In the era when Artificial Intelligence is master and on everyone's lips, its use is mainly geared towards profiling people's interests and behaviour. This not only has repercussions on a de facto persecution of users of such services, but also serious consequences on the abuse of these tools. Just think of what Cambridge Analytica did by simply exploiting the data contained in another platform, but what if a Google or a Meta decided to use its own platform to implement a massive social engineering operation?
The decisions imposed by Google on the market are a prime example. My hypothesis (of which I have reasonable confidence) is that the coercion (because there is no other term for it) of companies to use encrypted sites is not at all aimed at increasing the 'general security' of Internet sites, but rather at making it more difficult to intercept the amount of information that is collected by the search engine giant. As is the attempt to force the adoption of services such as DNS-over-HTTPS (which would put the entire industry in crisis, to say the least).
One of the strengths of open standards lies precisely in the fact that they can be analysed and addressed by a heterogeneous number of individuals who, once they find a problem, can either propose a solution or disclose the presence of that problem and allow anyone to take countermeasures.
One of the things that worries me most is how easily these tech giants manage to divert attention away from the basics and how influential their word is compared to those who, for years or decades, have contributed to the creation of a sharing tool within everyone's reach.
And this influence is not only related to political choices.
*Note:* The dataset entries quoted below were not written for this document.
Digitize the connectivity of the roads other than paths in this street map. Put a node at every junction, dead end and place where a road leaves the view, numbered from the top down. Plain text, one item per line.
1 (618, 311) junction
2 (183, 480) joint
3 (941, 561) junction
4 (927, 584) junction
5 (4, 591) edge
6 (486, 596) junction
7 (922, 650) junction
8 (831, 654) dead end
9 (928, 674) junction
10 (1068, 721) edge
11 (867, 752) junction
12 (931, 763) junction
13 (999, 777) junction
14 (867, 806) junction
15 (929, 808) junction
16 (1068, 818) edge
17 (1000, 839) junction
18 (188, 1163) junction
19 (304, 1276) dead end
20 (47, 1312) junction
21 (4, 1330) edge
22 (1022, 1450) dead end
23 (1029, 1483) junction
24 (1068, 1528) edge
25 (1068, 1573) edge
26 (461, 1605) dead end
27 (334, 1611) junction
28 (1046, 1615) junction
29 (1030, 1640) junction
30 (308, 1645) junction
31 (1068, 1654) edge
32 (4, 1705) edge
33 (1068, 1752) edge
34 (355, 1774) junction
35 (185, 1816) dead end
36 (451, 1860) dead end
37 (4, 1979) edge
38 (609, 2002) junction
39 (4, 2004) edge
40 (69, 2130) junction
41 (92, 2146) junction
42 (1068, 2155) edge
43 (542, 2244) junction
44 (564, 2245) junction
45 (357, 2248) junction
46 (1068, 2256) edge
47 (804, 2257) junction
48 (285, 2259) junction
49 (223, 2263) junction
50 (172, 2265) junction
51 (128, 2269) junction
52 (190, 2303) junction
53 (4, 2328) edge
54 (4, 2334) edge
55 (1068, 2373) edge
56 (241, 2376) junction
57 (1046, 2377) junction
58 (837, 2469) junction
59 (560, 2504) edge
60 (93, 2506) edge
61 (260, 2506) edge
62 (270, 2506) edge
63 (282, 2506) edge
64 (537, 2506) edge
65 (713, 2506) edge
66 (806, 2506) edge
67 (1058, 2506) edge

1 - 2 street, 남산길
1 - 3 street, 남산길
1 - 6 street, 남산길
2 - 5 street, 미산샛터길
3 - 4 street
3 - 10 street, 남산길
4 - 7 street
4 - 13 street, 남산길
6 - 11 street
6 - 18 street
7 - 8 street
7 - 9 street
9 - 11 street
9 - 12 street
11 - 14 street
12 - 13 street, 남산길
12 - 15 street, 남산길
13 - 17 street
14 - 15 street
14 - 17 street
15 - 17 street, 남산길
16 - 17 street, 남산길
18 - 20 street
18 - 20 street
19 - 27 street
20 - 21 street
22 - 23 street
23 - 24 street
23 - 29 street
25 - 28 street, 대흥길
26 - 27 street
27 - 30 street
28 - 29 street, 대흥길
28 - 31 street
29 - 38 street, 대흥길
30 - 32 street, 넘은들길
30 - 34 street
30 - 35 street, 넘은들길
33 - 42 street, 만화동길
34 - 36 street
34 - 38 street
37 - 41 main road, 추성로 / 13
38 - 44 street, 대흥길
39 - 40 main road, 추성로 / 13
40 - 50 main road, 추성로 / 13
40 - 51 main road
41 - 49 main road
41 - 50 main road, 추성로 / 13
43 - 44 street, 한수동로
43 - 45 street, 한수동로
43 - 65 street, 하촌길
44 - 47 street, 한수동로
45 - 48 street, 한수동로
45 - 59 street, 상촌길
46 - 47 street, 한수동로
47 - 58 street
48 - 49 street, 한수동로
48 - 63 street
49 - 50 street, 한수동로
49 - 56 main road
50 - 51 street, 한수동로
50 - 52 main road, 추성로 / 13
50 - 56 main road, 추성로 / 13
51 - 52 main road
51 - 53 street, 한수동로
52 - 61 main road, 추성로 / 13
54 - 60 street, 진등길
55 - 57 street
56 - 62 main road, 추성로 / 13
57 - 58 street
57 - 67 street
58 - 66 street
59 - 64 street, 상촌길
Today, marketing and hype are the sales driver, not innovation. The vast majority of the time, the value of a solution is based on the media hype it generates, not its actual usefulness.
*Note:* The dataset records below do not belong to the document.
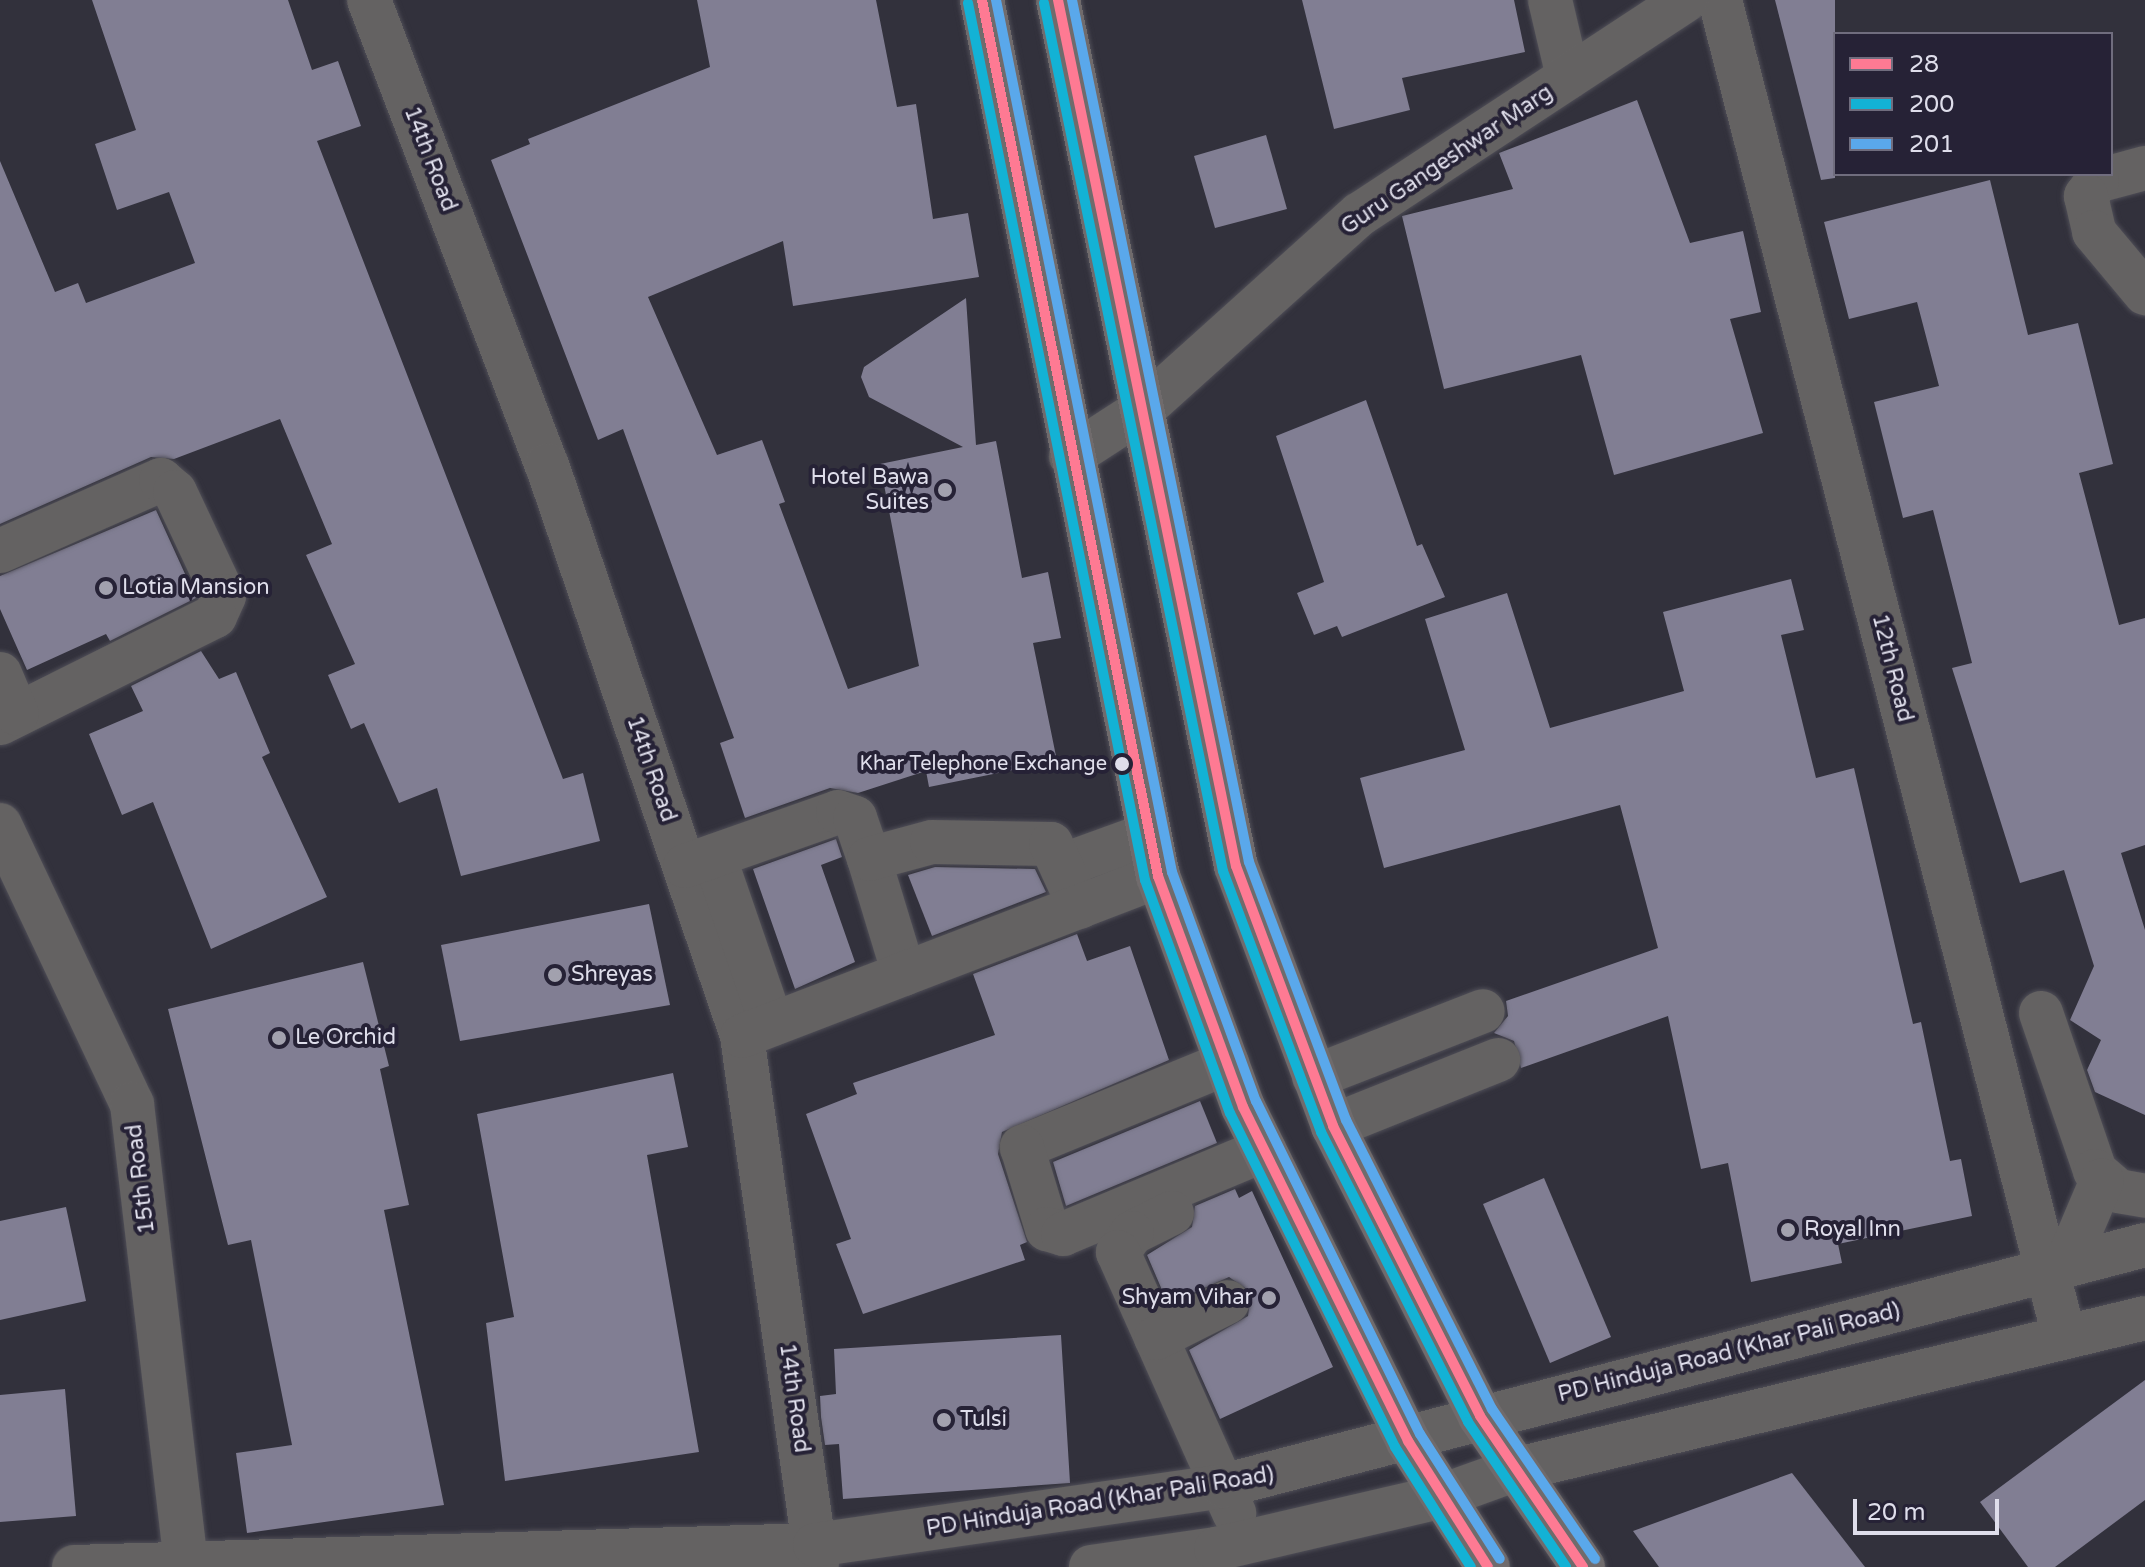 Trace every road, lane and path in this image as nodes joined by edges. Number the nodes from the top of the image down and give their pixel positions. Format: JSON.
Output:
{"nodes":[{"id":1,"x":369,"y":0,"type":"edge"},
{"id":2,"x":982,"y":0,"type":"edge"},
{"id":3,"x":1058,"y":0,"type":"edge"},
{"id":4,"x":1686,"y":0,"type":"edge"},
{"id":5,"x":1720,"y":0,"type":"edge"},
{"id":6,"x":1554,"y":1,"type":"edge"},
{"id":7,"x":1568,"y":77,"type":"junction"},
{"id":8,"x":2145,"y":168,"type":"edge"},
{"id":9,"x":2145,"y":293,"type":"edge"},
{"id":10,"x":1142,"y":410,"type":"junction"},
{"id":11,"x":1071,"y":456,"type":"junction"},
{"id":12,"x":0,"y":551,"type":"edge"},
{"id":13,"x":0,"y":674,"type":"edge"},
{"id":14,"x":9,"y":719,"type":"edge"},
{"id":15,"x":0,"y":825,"type":"edge"},
{"id":16,"x":1152,"y":856,"type":"junction"},
{"id":17,"x":869,"y":859,"type":"junction"},
{"id":18,"x":699,"y":861,"type":"junction"},
{"id":19,"x":1064,"y":865,"type":"junction"},
{"id":20,"x":1080,"y":907,"type":"junction"},
{"id":21,"x":904,"y":974,"type":"junction"},
{"id":22,"x":1483,"y":1011,"type":"dead end"},
{"id":23,"x":757,"y":1030,"type":"junction"},
{"id":24,"x":1986,"y":1033,"type":"junction"},
{"id":25,"x":1498,"y":1060,"type":"dead end"},
{"id":26,"x":1227,"y":1063,"type":"junction"},
{"id":27,"x":1314,"y":1077,"type":"junction"},
{"id":28,"x":1333,"y":1126,"type":"junction"},
{"id":29,"x":1268,"y":1158,"type":"junction"},
{"id":30,"x":2129,"y":1191,"type":"edge"},
{"id":31,"x":2136,"y":1247,"type":"edge"},
{"id":32,"x":2057,"y":1268,"type":"junction"},
{"id":33,"x":1228,"y":1302,"type":"dead end"},
{"id":34,"x":2145,"y":1318,"type":"edge"},
{"id":35,"x":2064,"y":1336,"type":"junction"},
{"id":36,"x":1156,"y":1338,"type":"junction"},
{"id":37,"x":1480,"y":1416,"type":"junction"},
{"id":38,"x":1408,"y":1441,"type":"junction"},
{"id":39,"x":1514,"y":1470,"type":"junction"},
{"id":40,"x":1223,"y":1486,"type":"junction"},
{"id":41,"x":1439,"y":1497,"type":"junction"},
{"id":42,"x":1246,"y":1542,"type":"junction"},
{"id":43,"x":874,"y":1553,"type":"edge"},
{"id":44,"x":816,"y":1556,"type":"edge"},
{"id":45,"x":185,"y":1564,"type":"edge"},
{"id":46,"x":74,"y":1567,"type":"edge"},
{"id":47,"x":1091,"y":1567,"type":"edge"},
{"id":48,"x":1488,"y":1567,"type":"edge"},
{"id":49,"x":1583,"y":1567,"type":"edge"}],
"edges":[{"from":1,"to":18,"type":"street","name":"14th Road"},
{"from":2,"to":11,"type":"main road"},
{"from":3,"to":10,"type":"main road"},
{"from":4,"to":7,"type":"street","name":"Guru Gangeshwar Marg"},
{"from":5,"to":24,"type":"street","name":"12th Road"},
{"from":6,"to":7,"type":"street"},
{"from":7,"to":10,"type":"street","name":"Guru Gangeshwar Marg"},
{"from":8,"to":9,"type":"street"},
{"from":10,"to":11,"type":"street","name":"Guru Gangeshwar Marg"},
{"from":10,"to":27,"type":"main road"},
{"from":11,"to":16,"type":"main road"},
{"from":12,"to":14,"type":"street"},
{"from":13,"to":14,"type":"street"},
{"from":15,"to":45,"type":"street","name":"15th Road"},
{"from":16,"to":19,"type":"street"},
{"from":16,"to":20,"type":"street"},
{"from":16,"to":26,"type":"main road"},
{"from":17,"to":18,"type":"street"},
{"from":17,"to":19,"type":"street"},
{"from":17,"to":21,"type":"street"},
{"from":18,"to":23,"type":"street","name":"14th Road"},
{"from":19,"to":20,"type":"street"},
{"from":20,"to":21,"type":"street"},
{"from":21,"to":23,"type":"street"},
{"from":22,"to":27,"type":"street"},
{"from":23,"to":44,"type":"street","name":"14th Road"},
{"from":24,"to":30,"type":"street"},
{"from":24,"to":32,"type":"street","name":"12th Road"},
{"from":25,"to":28,"type":"street"},
{"from":26,"to":29,"type":"main road"},
{"from":26,"to":29,"type":"street"},
{"from":27,"to":28,"type":"main road"},
{"from":28,"to":37,"type":"main road"},
{"from":29,"to":36,"type":"street"},
{"from":29,"to":38,"type":"main road"},
{"from":30,"to":31,"type":"street"},
{"from":30,"to":32,"type":"street"},
{"from":31,"to":32,"type":"street","name":"PD Hinduja Road (Khar Pali Road)"},
{"from":32,"to":35,"type":"street","name":"12th Road"},
{"from":32,"to":37,"type":"street","name":"PD Hinduja Road (Khar Pali Road)"},
{"from":33,"to":36,"type":"street"},
{"from":34,"to":35,"type":"street"},
{"from":35,"to":39,"type":"street"},
{"from":36,"to":40,"type":"street"},
{"from":37,"to":38,"type":"street","name":"PD Hinduja Road (Khar Pali Road)"},
{"from":37,"to":39,"type":"main road"},
{"from":38,"to":40,"type":"street","name":"PD Hinduja Road (Khar Pali Road)"},
{"from":38,"to":41,"type":"main road"},
{"from":39,"to":41,"type":"street"},
{"from":39,"to":49,"type":"main road"},
{"from":40,"to":42,"type":"street"},
{"from":40,"to":43,"type":"street","name":"PD Hinduja Road (Khar Pali Road)"},
{"from":41,"to":42,"type":"street"},
{"from":41,"to":48,"type":"main road"},
{"from":42,"to":47,"type":"street"},
{"from":43,"to":44,"type":"street","name":"PD Hinduja Road (Khar Pali Road)"},
{"from":44,"to":45,"type":"street","name":"PD Hinduja Road (Khar Pali Road)"},
{"from":45,"to":46,"type":"street","name":"PD Hinduja Road (Khar Pali Road)"}]}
Similarly, it affects the business world (here I am talking about the IT sector specifically) where figures choose 'fashions' instead of the pragmatic path of analysing and creating solutions to real problems.
Often to the point of finding themselves in outright religious wars that focus on form and not content.
Sometimes, the hardest thing to do is to say no and go against the current.
For example, deciding not to go for a 'full-cloud' solution to avoid having legacies with a service provider. Or not to use Google Analytics out of respect for one's visitors and customers.
Or, again, deciding to use open-source solutions that are not on the red-carpet or everyone's lips, so as to be able to reach anyone in any condition without forcing the person to use one tool or another.
But, above all, addressing and solving a problem.
Having a choice is something they are, slowly, eliminating by passing it off as a philanthropic action for the good of the population.
Innovation is diversity: different points of view, even conflicting ideas that have the aim of solving a problem.
1 RFC (Request for Comments) is a collection of Internet technical memoranda and documentation maintained by the IETF (Internet Engineering Task Force).
2 Rights Chain used CentOS as the base edition for its platform until 2022.
3 It is worth mentioning that there are many companies that contribute, in return, to the Open Source world from which they draw with contributions of various kinds and with a genuine desire to improve these solutions.